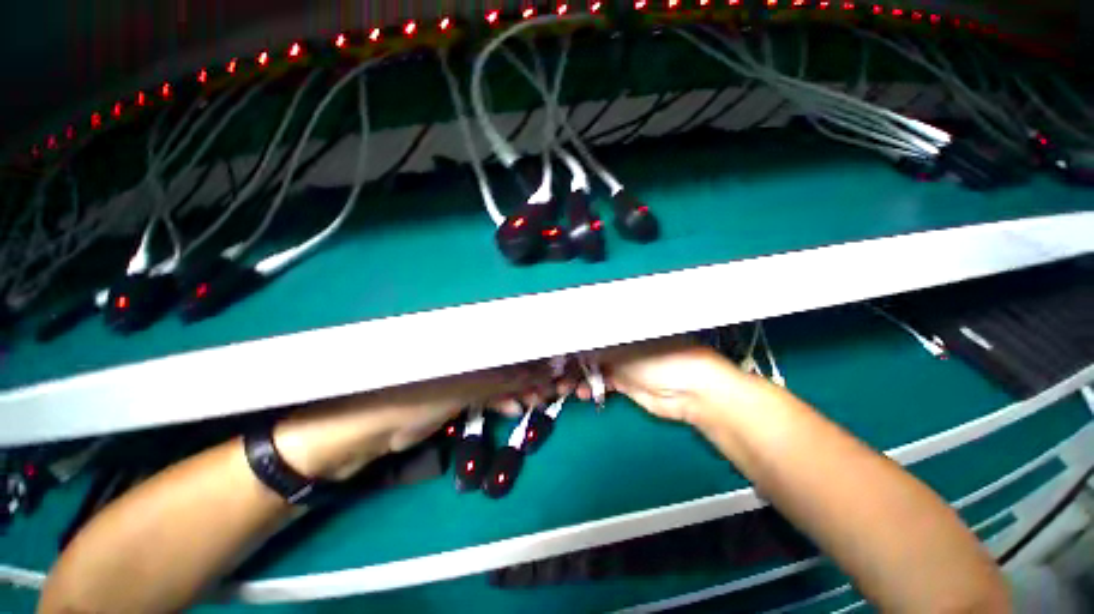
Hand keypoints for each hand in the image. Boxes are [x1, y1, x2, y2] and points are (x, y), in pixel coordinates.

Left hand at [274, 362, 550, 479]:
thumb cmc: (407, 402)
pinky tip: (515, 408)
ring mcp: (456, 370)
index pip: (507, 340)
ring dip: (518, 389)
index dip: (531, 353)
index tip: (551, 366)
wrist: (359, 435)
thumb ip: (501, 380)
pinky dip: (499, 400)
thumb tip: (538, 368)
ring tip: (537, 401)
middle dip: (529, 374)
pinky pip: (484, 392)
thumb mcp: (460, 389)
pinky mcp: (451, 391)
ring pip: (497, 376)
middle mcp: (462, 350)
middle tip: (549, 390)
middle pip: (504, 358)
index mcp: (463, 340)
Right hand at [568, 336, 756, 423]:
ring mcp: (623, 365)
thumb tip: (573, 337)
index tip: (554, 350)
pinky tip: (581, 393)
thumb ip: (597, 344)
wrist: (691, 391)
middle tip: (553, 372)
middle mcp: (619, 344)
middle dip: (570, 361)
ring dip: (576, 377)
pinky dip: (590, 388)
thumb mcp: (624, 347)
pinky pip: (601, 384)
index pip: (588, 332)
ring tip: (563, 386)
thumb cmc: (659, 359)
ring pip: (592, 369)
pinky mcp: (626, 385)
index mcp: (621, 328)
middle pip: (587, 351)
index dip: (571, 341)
==
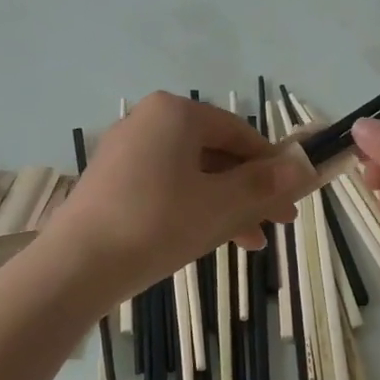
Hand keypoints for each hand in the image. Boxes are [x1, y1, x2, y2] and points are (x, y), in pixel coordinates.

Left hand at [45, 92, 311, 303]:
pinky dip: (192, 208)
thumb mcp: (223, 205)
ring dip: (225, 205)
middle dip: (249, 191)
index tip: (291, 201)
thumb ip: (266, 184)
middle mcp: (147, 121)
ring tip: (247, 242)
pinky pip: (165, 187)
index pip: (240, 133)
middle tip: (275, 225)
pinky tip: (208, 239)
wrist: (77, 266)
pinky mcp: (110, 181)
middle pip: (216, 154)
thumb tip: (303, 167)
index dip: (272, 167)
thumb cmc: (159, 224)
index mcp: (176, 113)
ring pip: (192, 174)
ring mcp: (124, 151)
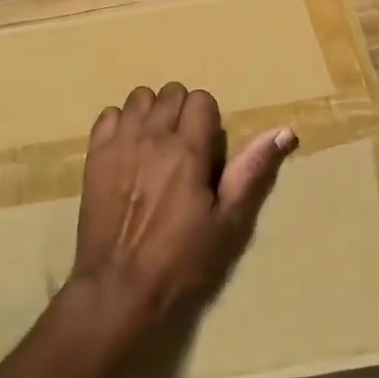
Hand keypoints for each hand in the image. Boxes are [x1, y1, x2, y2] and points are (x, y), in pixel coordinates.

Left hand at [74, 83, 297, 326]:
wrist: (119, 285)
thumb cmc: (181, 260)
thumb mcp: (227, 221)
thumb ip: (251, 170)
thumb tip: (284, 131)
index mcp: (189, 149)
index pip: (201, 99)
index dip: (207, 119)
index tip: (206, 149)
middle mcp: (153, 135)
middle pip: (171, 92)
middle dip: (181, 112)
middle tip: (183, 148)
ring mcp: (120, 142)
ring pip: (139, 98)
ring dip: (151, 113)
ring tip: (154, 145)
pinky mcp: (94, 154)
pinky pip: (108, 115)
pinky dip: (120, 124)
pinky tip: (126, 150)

WORK TO BE COMPLETED: From the records above, copy only the lines running from the line holding "pinky mcp: (110, 181)" through the line holding "pinky tip: (126, 150)", with no pictures.

EXPECTED OUTPUT:
pinky mcp: (110, 181)
middle pip: (216, 154)
thumb tip: (303, 167)
index dip: (272, 167)
thumb cmc: (159, 224)
index mcp: (176, 113)
ring pip: (192, 174)
ring mcp: (124, 151)
Hand keypoints for each hand in the image. Boxes are [x1, y1, x2, y2] and points are (x, y), in pixel coordinates.

Left hand at [74, 83, 297, 326]:
wrist: (119, 285)
thumb cmc: (181, 260)
thumb mcp: (227, 221)
thumb ip: (251, 170)
thumb tip: (284, 131)
index mcp: (189, 149)
index pip: (201, 99)
index dip: (207, 119)
index tip: (206, 149)
middle mcp: (153, 135)
middle pip: (171, 92)
middle dip: (181, 112)
middle tip: (183, 148)
ring mcp: (120, 142)
ring pip: (139, 98)
ring dip: (151, 113)
ring tip: (154, 145)
pinky mcp: (94, 154)
pinky pip: (108, 115)
pinky dip: (120, 124)
pinky tip: (126, 150)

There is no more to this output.